Chief Roland Willson, of West Moberly First Nation, said his people celebrated the 100th anniversary of Treaty #8 in 2014. One of the provisions is that they will be allowed to use the land about to be submerged by the Site C Dam “as long as the sun shines, the grass grows and the river flows.” This appears to be the Treaty Canada wants to forget.
It has been eight days since the RCMP gunned down a demonstrator in Dawson Creek. According to the Independent Investigations Office, he “approached officers in an aggressive manner and when he did not comply with directions and commands, he was shot.” It is the latest in a series of actions, which appear to have began with the BC government’s decision to break Treaty #8. Though this aspect of the project is not often talked about, the terms of the treaty seem clear. First Nations were to have use of the lands about to be submerged as long as the sun shines, the grass grows and the river flows. So how is proceeding with Site C not breaking a treaty?

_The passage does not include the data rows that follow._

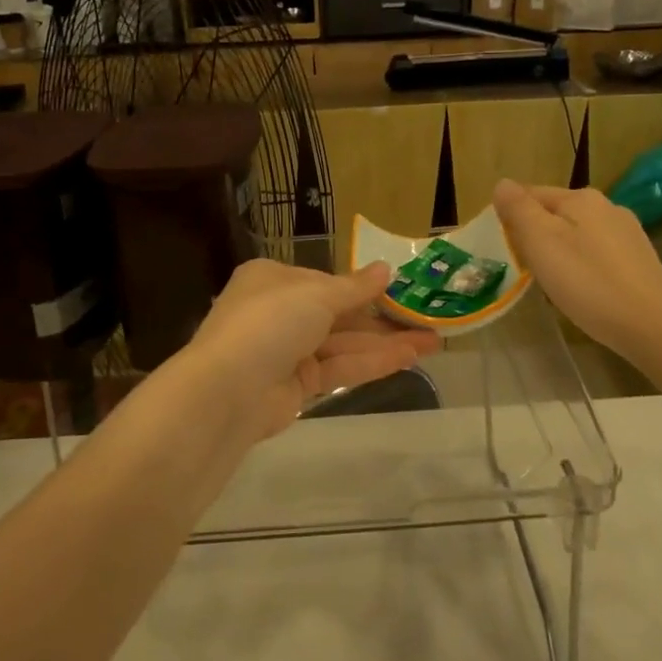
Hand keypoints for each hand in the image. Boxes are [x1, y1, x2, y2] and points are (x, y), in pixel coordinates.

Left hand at [181, 260, 439, 441]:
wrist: (228, 391)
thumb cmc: (270, 323)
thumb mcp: (316, 294)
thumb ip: (354, 287)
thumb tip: (386, 269)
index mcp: (273, 279)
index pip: (325, 281)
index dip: (363, 288)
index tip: (401, 291)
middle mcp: (279, 312)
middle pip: (339, 314)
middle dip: (382, 318)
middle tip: (427, 319)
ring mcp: (287, 351)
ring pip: (344, 343)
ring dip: (386, 342)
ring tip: (433, 342)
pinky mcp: (297, 386)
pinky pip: (340, 368)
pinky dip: (372, 362)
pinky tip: (409, 358)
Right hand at [493, 179, 661, 363]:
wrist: (654, 326)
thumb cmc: (588, 282)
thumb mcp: (541, 242)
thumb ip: (519, 209)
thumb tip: (503, 184)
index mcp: (580, 198)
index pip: (531, 193)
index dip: (511, 216)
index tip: (502, 248)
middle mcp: (607, 207)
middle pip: (556, 214)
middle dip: (535, 235)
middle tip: (524, 268)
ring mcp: (628, 234)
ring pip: (577, 234)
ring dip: (559, 251)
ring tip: (551, 283)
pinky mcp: (639, 261)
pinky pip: (597, 254)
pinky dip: (582, 266)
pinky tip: (583, 290)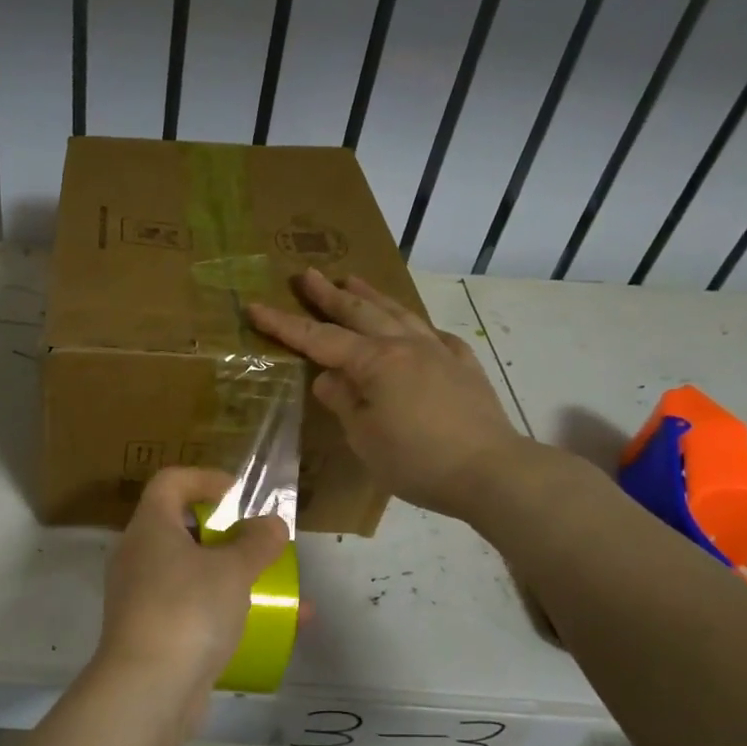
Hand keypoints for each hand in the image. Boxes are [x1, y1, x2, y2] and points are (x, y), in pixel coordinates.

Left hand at [96, 467, 287, 719]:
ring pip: (193, 574)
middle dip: (229, 535)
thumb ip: (257, 542)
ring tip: (280, 590)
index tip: (242, 496)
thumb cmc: (188, 610)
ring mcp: (142, 597)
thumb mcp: (232, 570)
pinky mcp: (153, 633)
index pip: (171, 481)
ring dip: (235, 577)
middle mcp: (139, 556)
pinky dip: (227, 612)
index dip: (206, 479)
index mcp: (150, 527)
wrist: (147, 690)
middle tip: (262, 544)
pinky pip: (194, 609)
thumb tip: (271, 523)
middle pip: (183, 528)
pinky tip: (273, 629)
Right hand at [247, 268, 532, 520]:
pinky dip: (414, 324)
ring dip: (371, 296)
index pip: (319, 339)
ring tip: (352, 280)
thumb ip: (343, 401)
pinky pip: (434, 334)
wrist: (491, 471)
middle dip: (329, 294)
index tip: (255, 306)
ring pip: (398, 313)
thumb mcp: (364, 437)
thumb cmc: (417, 460)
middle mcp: (405, 346)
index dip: (284, 324)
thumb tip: (329, 378)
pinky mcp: (463, 365)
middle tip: (307, 274)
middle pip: (360, 312)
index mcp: (375, 362)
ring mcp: (439, 351)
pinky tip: (413, 325)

There are many reasons to oppose the proposed Site C dam. It will flood what is reputedly some of the province’s most promising farmland. Most of the inhabitants of the Peace River Area, where the dam would be built, oppose the project. There are alternative energy sources, such as geothermal, which BC Hydro has not explored. The most serious objection, however, is BC may break a treaty if they build the Site C Dam.